■ **WHAT IS BEING ASKED**
Which lines of the listing below contain the word "ВУЛИЦЯ"? Copy each of them.

■ **GIVEN RECORDS**
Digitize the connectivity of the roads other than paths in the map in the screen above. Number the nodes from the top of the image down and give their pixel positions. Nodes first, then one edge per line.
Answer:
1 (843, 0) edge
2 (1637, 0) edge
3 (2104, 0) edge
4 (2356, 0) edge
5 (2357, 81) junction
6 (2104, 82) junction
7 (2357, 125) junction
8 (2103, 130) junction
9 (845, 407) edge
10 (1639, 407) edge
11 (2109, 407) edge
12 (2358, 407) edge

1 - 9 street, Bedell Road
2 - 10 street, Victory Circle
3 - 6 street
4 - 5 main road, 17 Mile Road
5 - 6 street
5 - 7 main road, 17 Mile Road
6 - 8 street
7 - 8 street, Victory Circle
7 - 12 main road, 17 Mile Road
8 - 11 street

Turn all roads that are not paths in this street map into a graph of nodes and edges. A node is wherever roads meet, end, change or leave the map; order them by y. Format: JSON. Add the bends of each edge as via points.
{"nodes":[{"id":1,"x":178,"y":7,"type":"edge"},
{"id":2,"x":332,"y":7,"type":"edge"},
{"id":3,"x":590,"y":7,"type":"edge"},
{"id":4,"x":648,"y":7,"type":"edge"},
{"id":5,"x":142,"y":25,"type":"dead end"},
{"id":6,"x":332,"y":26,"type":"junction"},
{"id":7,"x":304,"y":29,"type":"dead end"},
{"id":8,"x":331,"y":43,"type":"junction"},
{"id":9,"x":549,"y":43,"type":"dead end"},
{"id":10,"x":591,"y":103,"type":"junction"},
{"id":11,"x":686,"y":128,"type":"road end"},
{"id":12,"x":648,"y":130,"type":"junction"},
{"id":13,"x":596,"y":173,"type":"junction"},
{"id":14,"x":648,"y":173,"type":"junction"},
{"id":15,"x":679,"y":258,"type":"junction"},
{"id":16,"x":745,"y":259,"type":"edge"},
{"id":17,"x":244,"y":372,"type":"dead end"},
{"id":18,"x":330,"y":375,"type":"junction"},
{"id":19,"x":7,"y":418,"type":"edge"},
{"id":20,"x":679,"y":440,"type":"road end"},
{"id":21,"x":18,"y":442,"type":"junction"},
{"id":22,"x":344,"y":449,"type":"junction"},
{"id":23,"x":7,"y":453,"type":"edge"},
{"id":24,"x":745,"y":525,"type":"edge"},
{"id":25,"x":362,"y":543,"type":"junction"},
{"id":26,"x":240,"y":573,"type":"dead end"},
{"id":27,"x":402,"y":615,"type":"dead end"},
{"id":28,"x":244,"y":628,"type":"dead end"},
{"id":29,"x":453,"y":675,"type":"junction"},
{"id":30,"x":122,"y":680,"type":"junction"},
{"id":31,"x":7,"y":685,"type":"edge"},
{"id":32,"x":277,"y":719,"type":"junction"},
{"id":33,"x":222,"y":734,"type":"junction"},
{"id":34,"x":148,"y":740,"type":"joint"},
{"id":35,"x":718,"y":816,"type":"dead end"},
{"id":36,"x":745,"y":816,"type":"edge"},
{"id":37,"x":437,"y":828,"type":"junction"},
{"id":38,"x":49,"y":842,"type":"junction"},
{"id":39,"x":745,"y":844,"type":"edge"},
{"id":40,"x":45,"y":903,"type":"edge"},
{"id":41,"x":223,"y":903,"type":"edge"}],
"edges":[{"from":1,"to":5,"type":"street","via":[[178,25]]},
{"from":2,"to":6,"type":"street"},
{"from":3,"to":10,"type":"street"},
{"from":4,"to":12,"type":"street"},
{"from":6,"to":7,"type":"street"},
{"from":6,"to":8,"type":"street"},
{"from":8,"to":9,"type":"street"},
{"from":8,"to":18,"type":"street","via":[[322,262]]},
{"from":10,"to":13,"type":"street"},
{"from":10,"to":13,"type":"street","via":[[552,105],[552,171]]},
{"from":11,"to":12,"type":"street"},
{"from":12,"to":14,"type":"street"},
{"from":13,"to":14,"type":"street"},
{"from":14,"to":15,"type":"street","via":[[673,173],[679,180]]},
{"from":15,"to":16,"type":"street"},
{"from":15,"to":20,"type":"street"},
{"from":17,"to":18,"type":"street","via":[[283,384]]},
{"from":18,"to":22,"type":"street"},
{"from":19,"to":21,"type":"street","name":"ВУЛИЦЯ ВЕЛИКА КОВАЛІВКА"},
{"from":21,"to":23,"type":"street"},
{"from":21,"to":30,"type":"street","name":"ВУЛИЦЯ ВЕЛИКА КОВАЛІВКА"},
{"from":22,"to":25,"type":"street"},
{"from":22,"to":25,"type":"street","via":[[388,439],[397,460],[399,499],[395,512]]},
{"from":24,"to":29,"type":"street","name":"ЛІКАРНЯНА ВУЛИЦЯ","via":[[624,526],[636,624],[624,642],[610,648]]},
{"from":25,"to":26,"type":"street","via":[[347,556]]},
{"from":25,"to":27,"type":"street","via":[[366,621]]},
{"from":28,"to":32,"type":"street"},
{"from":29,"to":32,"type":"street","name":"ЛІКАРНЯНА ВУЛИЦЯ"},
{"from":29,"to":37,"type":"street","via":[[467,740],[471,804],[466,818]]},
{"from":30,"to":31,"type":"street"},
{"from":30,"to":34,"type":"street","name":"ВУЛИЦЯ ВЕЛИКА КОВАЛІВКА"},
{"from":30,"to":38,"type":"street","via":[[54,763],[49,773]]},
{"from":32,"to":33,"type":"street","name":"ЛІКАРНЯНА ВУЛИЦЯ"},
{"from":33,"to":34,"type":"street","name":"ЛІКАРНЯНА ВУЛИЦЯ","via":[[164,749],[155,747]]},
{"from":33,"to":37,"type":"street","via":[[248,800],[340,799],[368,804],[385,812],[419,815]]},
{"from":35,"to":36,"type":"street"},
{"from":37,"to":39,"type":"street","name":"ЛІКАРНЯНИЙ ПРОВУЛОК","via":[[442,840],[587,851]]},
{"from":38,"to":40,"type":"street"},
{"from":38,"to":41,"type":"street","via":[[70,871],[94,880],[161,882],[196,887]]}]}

■ **TASK RESPONSE**
{"from":19,"to":21,"type":"street","name":"ВУЛИЦЯ ВЕЛИКА КОВАЛІВКА"},
{"from":21,"to":30,"type":"street","name":"ВУЛИЦЯ ВЕЛИКА КОВАЛІВКА"},
{"from":24,"to":29,"type":"street","name":"ЛІКАРНЯНА ВУЛИЦЯ","via":[[624,526],[636,624],[624,642],[610,648]]},
{"from":29,"to":32,"type":"street","name":"ЛІКАРНЯНА ВУЛИЦЯ"},
{"from":30,"to":34,"type":"street","name":"ВУЛИЦЯ ВЕЛИКА КОВАЛІВКА"},
{"from":32,"to":33,"type":"street","name":"ЛІКАРНЯНА ВУЛИЦЯ"},
{"from":33,"to":34,"type":"street","name":"ЛІКАРНЯНА ВУЛИЦЯ","via":[[164,749],[155,747]]},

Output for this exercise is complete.